Roxanne Elizabeth Lowit (February 22, 1942 – September 13, 2022) was an American fashion and celebrity photographer. Lowit was said to have "become as much a celebrity as those she photographed."

== Career ==
Lowit did not go to school to be a photographer. She graduated from the Fashion Institute of Technology in New York with a degree in art history and textile design and worked as a textile designer for a decade, collaborating with designers like Donna Karan, Jean Muir, and Scott Barrie. She took an early interest in photographing her friends with her with a 110 Instamatic camera gifted to her by Antonio Lopez. "I paint and there were people who I wanted to sit for me but they had no time, so I started taking pictures of them. I liked the gratification of getting the instant image so I traded in my paintbrushes for a camera."

Lowit started taking pictures professionally in 1977 after being assigned to photograph the Paris fashion shows by the Soho Weekly News.
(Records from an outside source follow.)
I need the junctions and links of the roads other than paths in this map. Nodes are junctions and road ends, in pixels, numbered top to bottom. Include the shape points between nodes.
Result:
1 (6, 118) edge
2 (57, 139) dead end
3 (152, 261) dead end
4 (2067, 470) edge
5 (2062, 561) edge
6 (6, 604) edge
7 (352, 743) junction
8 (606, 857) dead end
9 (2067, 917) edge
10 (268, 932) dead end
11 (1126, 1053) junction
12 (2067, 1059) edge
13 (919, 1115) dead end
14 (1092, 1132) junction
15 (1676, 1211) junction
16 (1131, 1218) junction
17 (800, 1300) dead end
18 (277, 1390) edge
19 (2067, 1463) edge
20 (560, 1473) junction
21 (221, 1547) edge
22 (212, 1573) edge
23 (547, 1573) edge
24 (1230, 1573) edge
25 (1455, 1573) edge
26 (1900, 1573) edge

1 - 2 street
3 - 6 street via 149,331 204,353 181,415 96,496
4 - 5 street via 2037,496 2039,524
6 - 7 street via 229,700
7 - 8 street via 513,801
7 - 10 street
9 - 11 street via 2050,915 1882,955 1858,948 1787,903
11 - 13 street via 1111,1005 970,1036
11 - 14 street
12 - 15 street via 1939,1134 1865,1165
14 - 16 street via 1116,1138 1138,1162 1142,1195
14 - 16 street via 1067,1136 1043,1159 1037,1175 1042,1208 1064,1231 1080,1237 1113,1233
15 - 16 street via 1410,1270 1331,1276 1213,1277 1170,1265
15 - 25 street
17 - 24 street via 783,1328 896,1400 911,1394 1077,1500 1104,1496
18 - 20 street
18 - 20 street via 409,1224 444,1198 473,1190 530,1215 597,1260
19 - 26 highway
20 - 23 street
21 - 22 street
Before long she was covering all the designers in Paris where her friends – models like Jerry Hall – would sneak her backstage. It was there that she found her place (and career) in fashion. "For me, that's where it was happening," she says. "No one thought there was anything going on backstage, so for years I was alone and loved it. I guess I made it look too good because now it's so crowded with photographers. But there's enough room for everybody."

Today, her photographs have appeared in many magazines, such as Italian Vanity Fair, French Elle, V Magazine, and Glamour, and become a vehicle for much of her advertising work, including campaigns for Dior, Barney's NY and Vivienne Westwood.

== Solo exhibitions ==
- 2011 Legendary Privacy; Kaune, Sudendorf Gallery, Cologne, Germany

== Publications ==
- Roxanne Lowit: Moments (1990)
- Roxanne Lowit: People (2001)
- Roxanne Lowit: "Backstage Dior" foreword and fashion by John Galliano (2009)
- Roxanne Lowit: "Yves Saint Laurent" foreword by Pierre Berge (2014)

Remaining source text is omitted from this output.